Fix Your Relationship NOW
Oh? You’re irritated with each other? Think about how you will feel about retiring together. This is your chance to enjoy the rest of your life. Get a life outside of your kids and your job. Now is the time for hobbies, for self acceptance, for tolerance and for love. Now is the time to get your shit together. No more excuses. Your libido is shot. I wasn’t going to go there but now I’ve decided to ignore my own advice. If you’re a woman I have good news. It may come back when you get the menopause stamp of approval. If you’re lucky enough to not have experienced this then all the more power to you. You are the exception to the rule. The hardest part is when couples aren’t in sync.
Is a Midlife Crisis Inevitable?
No, no and no. I think the term midlife crisis is a negative one and happens when you cling to the past instead of growing as a person. You may not look as young. Maybe you’re thin but your skin isn’t. Perhaps you’ve put on a couple of pounds. It’s no longer about looks or beauty or animal magnetism. Sorry…it’s not. Now it’s about your health. If you expect your spouse to look like Cindy Crawford or Brad Pitt, you are in for a rude awakening. Those days have passed and it is true that youth is wasted on the young. Find more love for what’s inside their hearts and stop focusing on wanting to keep him or her frozen in time. Give yourself permission to accept the “present” you.

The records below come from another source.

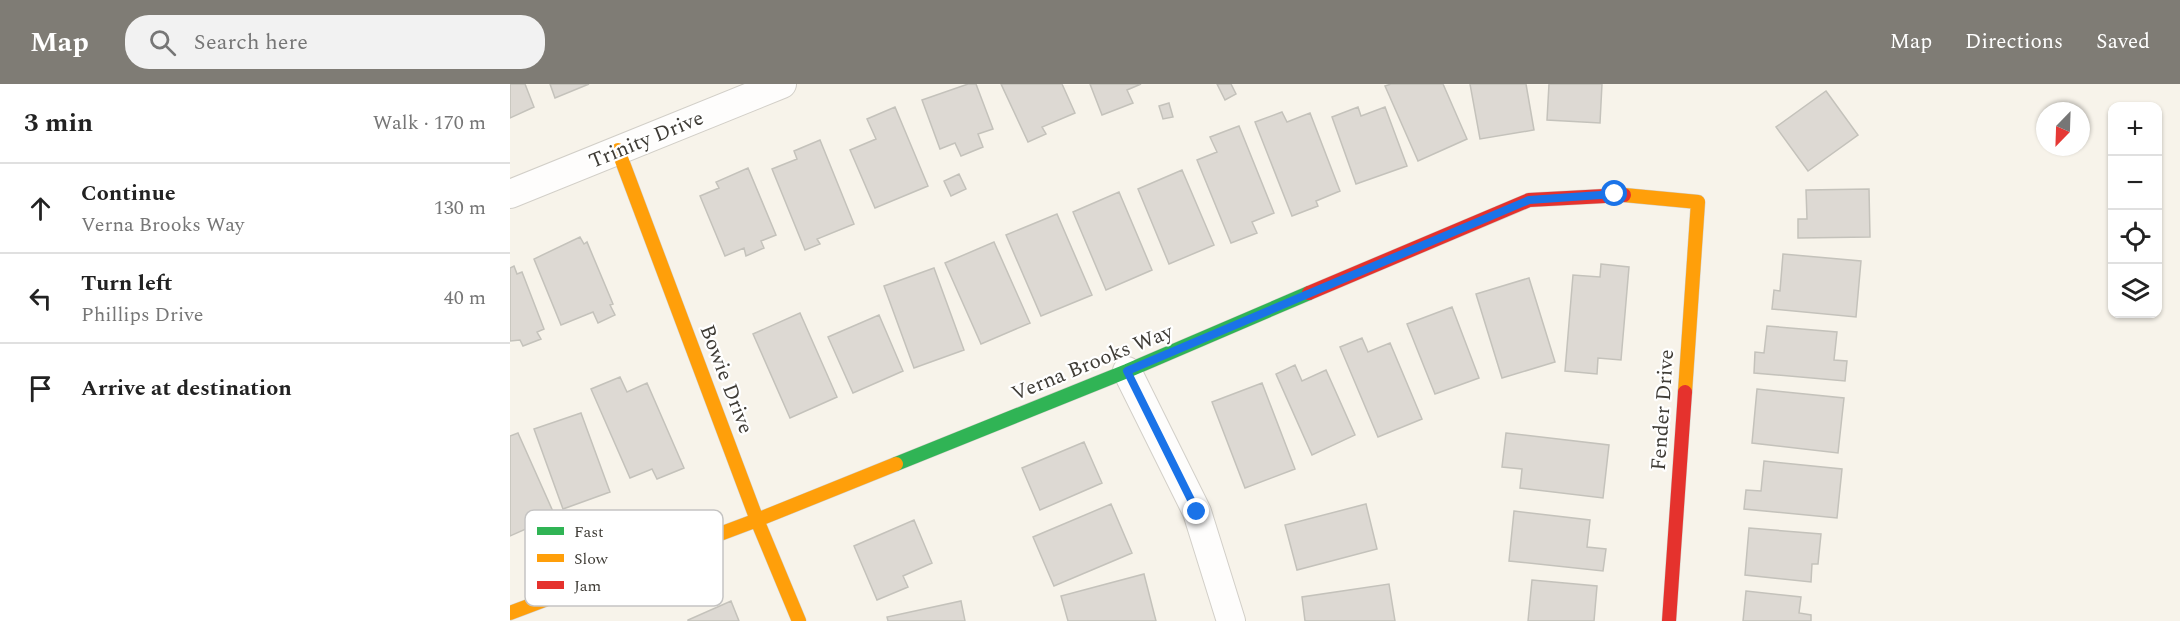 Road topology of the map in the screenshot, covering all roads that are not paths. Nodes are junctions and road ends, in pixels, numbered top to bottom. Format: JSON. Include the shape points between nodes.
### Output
{"nodes":[{"id":1,"x":782,"y":84,"type":"edge"},
{"id":2,"x":618,"y":150,"type":"junction"},
{"id":3,"x":510,"y":194,"type":"edge"},
{"id":4,"x":1698,"y":202,"type":"joint"},
{"id":5,"x":1127,"y":371,"type":"junction"},
{"id":6,"x":758,"y":520,"type":"junction"},
{"id":7,"x":723,"y":533,"type":"edge"},
{"id":8,"x":529,"y":606,"type":"edge"},
{"id":9,"x":510,"y":613,"type":"edge"},
{"id":10,"x":799,"y":621,"type":"edge"},
{"id":11,"x":1231,"y":621,"type":"edge"},
{"id":12,"x":1669,"y":621,"type":"edge"}],
"edges":[{"from":1,"to":2,"type":"street","name":"Trinity Drive"},
{"from":2,"to":3,"type":"street","name":"Trinity Drive"},
{"from":2,"to":6,"type":"street","name":"Bowie Drive"},
{"from":4,"to":5,"type":"street","name":"Verna Brooks Way","via":[[1615,194],[1529,200]]},
{"from":4,"to":12,"type":"street","name":"Fender Drive"},
{"from":5,"to":6,"type":"street","name":"Verna Brooks Way"},
{"from":5,"to":11,"type":"street","via":[[1197,512]]},
{"from":6,"to":7,"type":"street","name":"Verna Brooks Way"},
{"from":6,"to":10,"type":"street","name":"Bowie Drive"},
{"from":8,"to":9,"type":"street","name":"Verna Brooks Way"}]}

Now Is The Time for Growth
Now is the time to get healthier. A midlife crisis happens when you desperately try to cling on to yesterday. Buying a new car won’t help you but exercise and good nutrition will. Yes I know that when you drink a glass of wine you now get an immediate headache. You’re pickled now. You may want to cut back. Your skin will thank you. Pick up the water. Drink it. Take walks. Play golf. Try yoga. Most importantly, please let go of the unreasonable expectations you have put on yourself and others.
Be kind to your friends and be less judgmental. They are struggling also. They are faced with the reality that many of us face, and that is that midlife is an opportunity or a curse. It is what you make of it. Reinvent yourself, honestly view the person you’ve become and not what who you used to be. Stop judging each other’s looks, weight, wallet and possessions. Self acceptance is beautiful. Start showing interest in doing something new and creative, learning a new skill and having a chance to breathe. Volunteer. Pass your wisdom down to your children and to others even when they don’t want to hear it. You’ve earned it.
New Responsibilities
Get ready to take care of your parents in the future. Think about how damn tired you are very day caring for your minions. They did that for you and your siblings. For that reason alone you do NOT get permission to slack on this responsibility. They are your parents and will need you. Pay them back for the love and support they so willingly gave you.
This is your reality check. You have transitioned whether you like it or not. Midlife is not a time of decline as we are told it should be. Grow into it and give yourself permission to make your life better. Denial….it’s not a river in Egypt. It’s not a crisis, it’s an opportunity and something to handle with grace, wisdom and intent!